Cultura

Al presidente Mattarella l’opera dedicata al Nono Reggimento Alpini

TESTIMONIO E TRAMANDO. Il Nono Reggimento Alpini dell’Aquila che testimonia e tramanda i suoi eterni valori. Parte da qui l’intuizione artistica di Laura Caliendo e Gabriele Di Mizio che, in occasione dell’88esima Adunata Nazionale Alpini, dedicano al glorioso Reggimento di stanza nel Capoluogo di Regione un’opera artistica di assoluto prestigio. Una scultura semplice nelle linee ma che rappresenta il legame tra la citta’, il territorio e le sue penne nere. Una sinergia caratterizzata anche dalla costante collaborazione tra Esercito e popolazione, resa ancor piu’ visibile nelle attivita’ di soccorso e assistenza durante e dopo il terremoto del 6 Aprile 2009. L’opera, presentata alla stampa nella Caserma Francesco Rossi, e’ stata realizzata in nove esemplari e per l’intera settimana sara’ visibile nella Cappella della Memoria del complesso monumentale delle Anime Sante in Piazza Duomo all’Aquila. L’eccezionalita’ e’ rappresentata dal fatto che sara’ donata al presidente della Repubblica Sergio Mattarella mentre le altre saranno consegnate ad istituzioni e personalita’ presenti nella sfilata conclusiva dell’Adunata Nazionale.

L’opera contrassegnata invece dal numero di serie 9 di 9 restera’ in citta’ come dono al Nono Reggimento e sara’ custodita e in mostra permanente presso le sale storiche della Caserma Pasquali – Campomizzi, attuale sede delle penne nere aquilane. Dal punto di vista artistico la Caliendo e Di Mizio hanno usato i simboli ai quali spesso ricorrono: la parola, la pietra e il bronzo che da sempre testimoniano e tramandano. Per l’elaborazione dell’opera hanno contribuito anche personalita’ di spessore della tradizione culturale aquilana come Valter Capezzali, Gianfranco Giustizieri e Luca Giuliani per il 3D Project Development.

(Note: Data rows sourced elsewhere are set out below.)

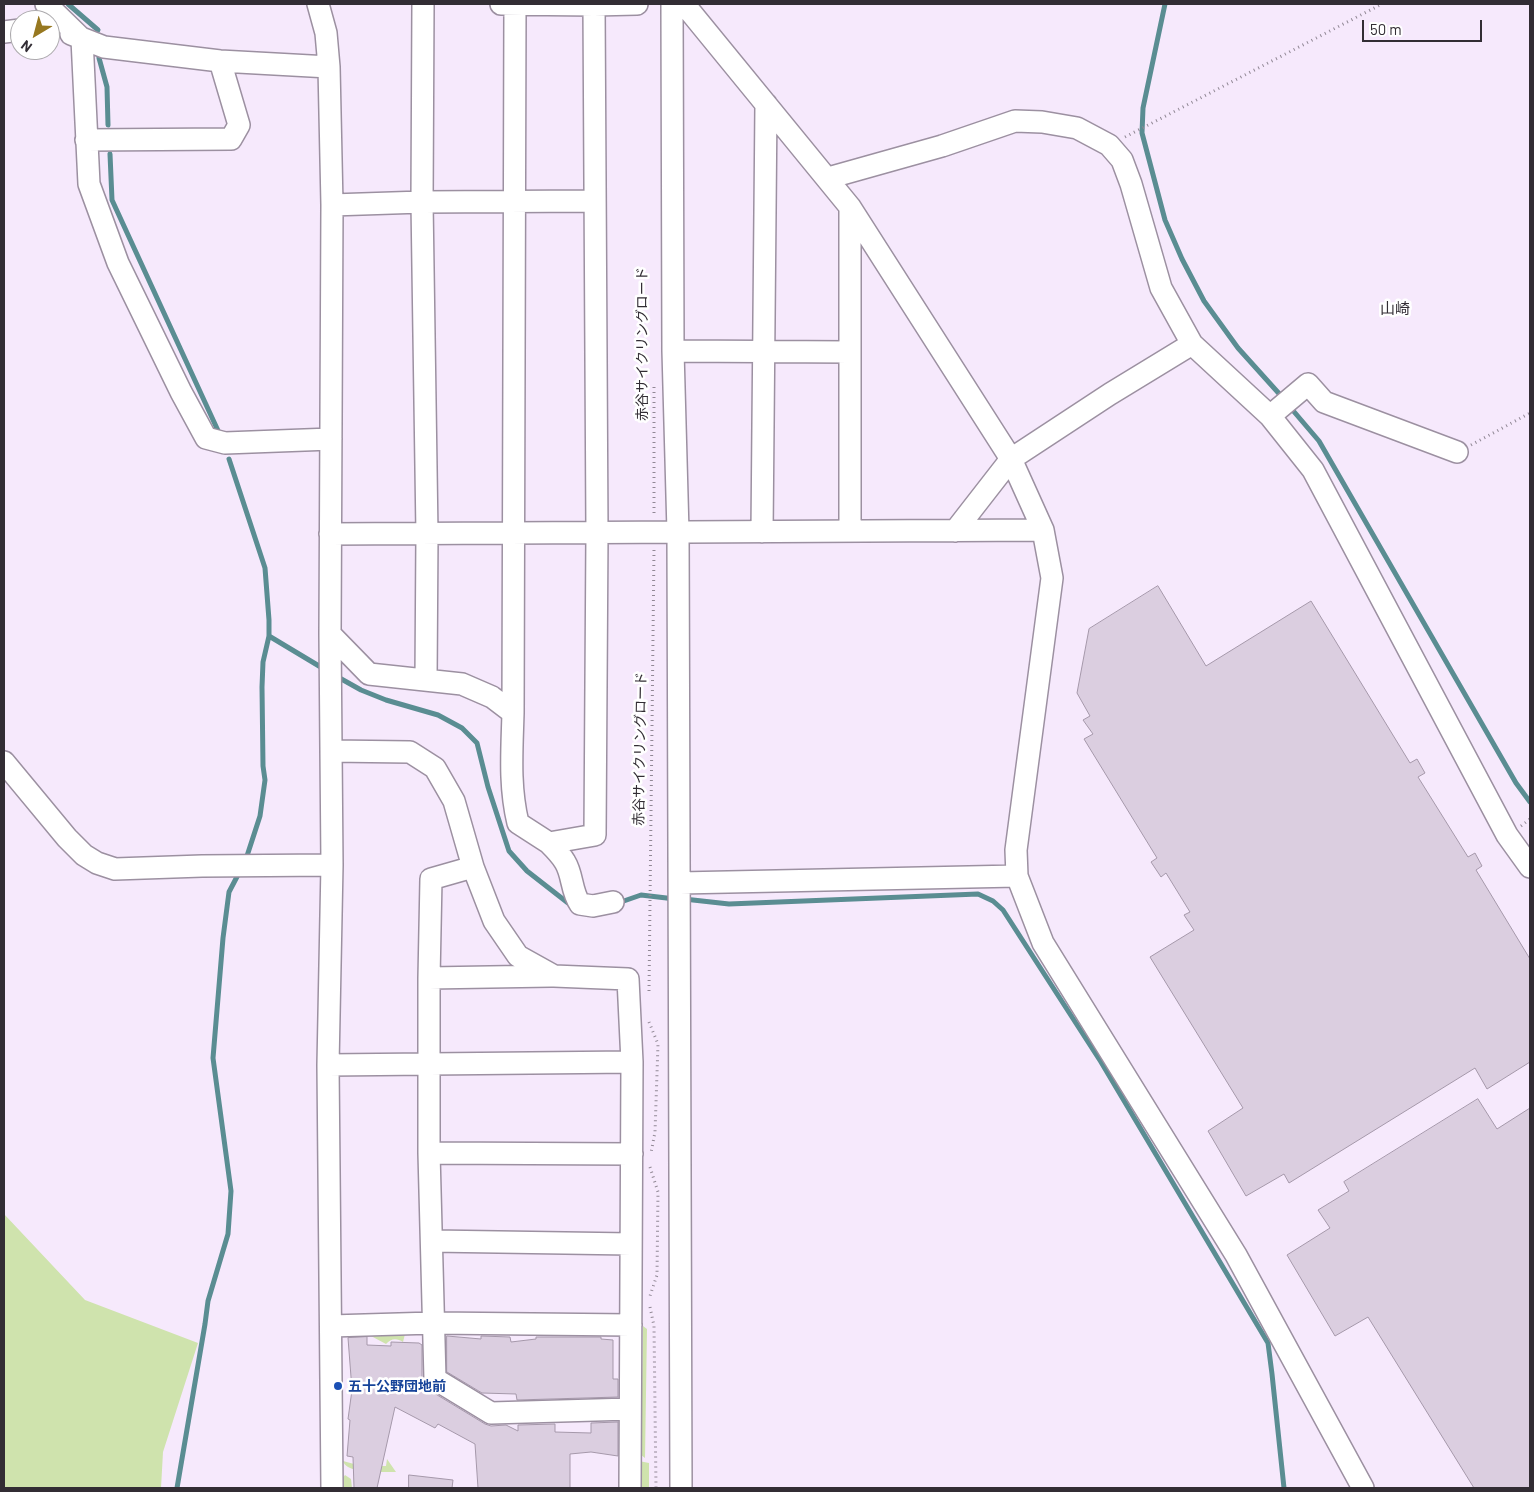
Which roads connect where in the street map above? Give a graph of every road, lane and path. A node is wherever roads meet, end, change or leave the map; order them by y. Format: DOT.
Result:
graph roads {
  1 [pos="46,4"];
  2 [pos="318,4"];
  3 [pos="423,4"];
  4 [pos="501,4"];
  5 [pos="515,4"];
  6 [pos="637,4"];
  7 [pos="672,4"];
  8 [pos="684,4"];
  9 [pos="1382,4"];
  10 [pos="594,5"];
  11 [pos="60,29"];
  12 [pos="82,39"];
  13 [pos="220,61"];
  14 [pos="329,68"];
  15 [pos="766,104"];
  16 [pos="86,140"];
  17 [pos="1108,145"];
  18 [pos="828,178"];
  19 [pos="594,201"];
  20 [pos="422,202"];
  21 [pos="514,202"];
  22 [pos="332,205"];
  23 [pos="850,207"];
  24 [pos="1192,344"];
  25 [pos="673,351"];
  26 [pos="764,351"];
  27 [pos="850,352"];
  28 [pos="654,383"];
  29 [pos="1530,413"];
  30 [pos="1270,416"];
  31 [pos="331,439"];
  32 [pos="1458,452"];
  33 [pos="1012,460"];
  34 [pos="1043,530"];
  35 [pos="850,531"];
  36 [pos="955,531"];
  37 [pos="654,532"];
  38 [pos="678,532"];
  39 [pos="762,532"];
  40 [pos="515,533"];
  41 [pos="597,533"];
  42 [pos="330,534"];
  43 [pos="427,534"];
  44 [pos="330,634"];
  45 [pos="426,680"];
  46 [pos="513,713"];
  47 [pos="331,751"];
  48 [pos="4,762"];
  49 [pos="550,843"];
  50 [pos="332,865"];
  51 [pos="1530,866"];
  52 [pos="473,867"];
  53 [pos="1017,876"];
  54 [pos="680,883"];
  55 [pos="613,902"];
  56 [pos="554,976"];
  57 [pos="428,978"];
  58 [pos="648,1000"];
  59 [pos="648,1020"];
  60 [pos="632,1062"];
  61 [pos="328,1065"];
  62 [pos="430,1065"];
  63 [pos="429,1152"];
  64 [pos="644,1157"];
  65 [pos="432,1242"];
  66 [pos="631,1244"];
  67 [pos="433,1323"];
  68 [pos="631,1325"];
  69 [pos="330,1326"];
  70 [pos="630,1409"];
  71 [pos="332,1488"];
  72 [pos="630,1488"];
  73 [pos="656,1488"];
  74 [pos="681,1488"];
  75 [pos="1363,1488"];
  1 -- 12 [label="street"];
  2 -- 14 [label="street"];
  3 -- 20 [label="street"];
  4 -- 5 [label="street"];
  5 -- 10 [label="street"];
  5 -- 21 [label="street"];
  6 -- 10 [label="street"];
  7 -- 25 [label="street"];
  8 -- 15 [label="street"];
  9 -- 17 [label="path"];
  10 -- 19 [label="street"];
  11 -- 12 [label="street"];
  12 -- 13 [label="street"];
  12 -- 16 [label="street"];
  13 -- 14 [label="street"];
  13 -- 16 [label="street"];
  14 -- 22 [label="street"];
  15 -- 18 [label="street"];
  15 -- 26 [label="street"];
  16 -- 31 [label="street"];
  17 -- 18 [label="street"];
  17 -- 24 [label="street"];
  18 -- 23 [label="street"];
  19 -- 21 [label="street"];
  19 -- 41 [label="street"];
  20 -- 21 [label="street"];
  20 -- 22 [label="street"];
  20 -- 43 [label="street"];
  21 -- 40 [label="street"];
  22 -- 31 [label="street"];
  23 -- 27 [label="street"];
  23 -- 33 [label="street"];
  24 -- 30 [label="street"];
  24 -- 33 [label="street"];
  25 -- 26 [label="street"];
  25 -- 38 [label="street"];
  26 -- 27 [label="street"];
  26 -- 39 [label="street"];
  27 -- 35 [label="street"];
  28 -- 37 [label="path, 赤谷サイクリングロード"];
  29 -- 32 [label="path"];
  30 -- 32 [label="street"];
  30 -- 51 [label="street"];
  31 -- 42 [label="street"];
  33 -- 34 [label="street"];
  33 -- 36 [label="street"];
  34 -- 36 [label="street"];
  34 -- 53 [label="street"];
  35 -- 36 [label="street"];
  35 -- 39 [label="street"];
  37 -- 38 [label="street"];
  37 -- 41 [label="street"];
  37 -- 58 [label="path, 赤谷サイクリングロード"];
  38 -- 39 [label="street"];
  38 -- 54 [label="street"];
  40 -- 41 [label="street"];
  40 -- 43 [label="street"];
  40 -- 46 [label="street"];
  41 -- 49 [label="street"];
  42 -- 43 [label="street"];
  42 -- 44 [label="street"];
  43 -- 45 [label="street"];
  44 -- 45 [label="street"];
  44 -- 47 [label="street"];
  45 -- 46 [label="street"];
  46 -- 49 [label="street"];
  47 -- 50 [label="street"];
  47 -- 52 [label="street"];
  48 -- 50 [label="street"];
  49 -- 55 [label="street"];
  50 -- 61 [label="street"];
  52 -- 56 [label="street"];
  52 -- 57 [label="street"];
  53 -- 54 [label="street"];
  53 -- 75 [label="street"];
  54 -- 74 [label="street"];
  56 -- 57 [label="street"];
  56 -- 60 [label="street"];
  57 -- 62 [label="street"];
  59 -- 64 [label="path"];
  60 -- 62 [label="street"];
  60 -- 64 [label="street"];
  61 -- 62 [label="street"];
  61 -- 69 [label="street"];
  62 -- 63 [label="street"];
  63 -- 64 [label="street"];
  63 -- 65 [label="street"];
  64 -- 66 [label="street"];
  64 -- 73 [label="path"];
  65 -- 66 [label="street"];
  65 -- 67 [label="street"];
  66 -- 68 [label="street"];
  67 -- 68 [label="street"];
  67 -- 69 [label="street"];
  67 -- 70 [label="street"];
  68 -- 70 [label="street"];
  69 -- 71 [label="street"];
  70 -- 72 [label="street"];
}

Laura Caliendo e Gabriele Di Mizio fanno in realta’ anche loro parte del dna culturale aquilano essendo protagonisti molto spesso della realizzazione di preziosi di pregio a corredo di manifestazioni storiche ed importanti dell’Aquila come la Perdonanza Celestiniana. In questo caso ad emergere sono la voglia e la necessita’ di dire un grazie come ci ha raccontato Gabriele Di Mizio. Altissima espressione d’arte anche questa, di certo.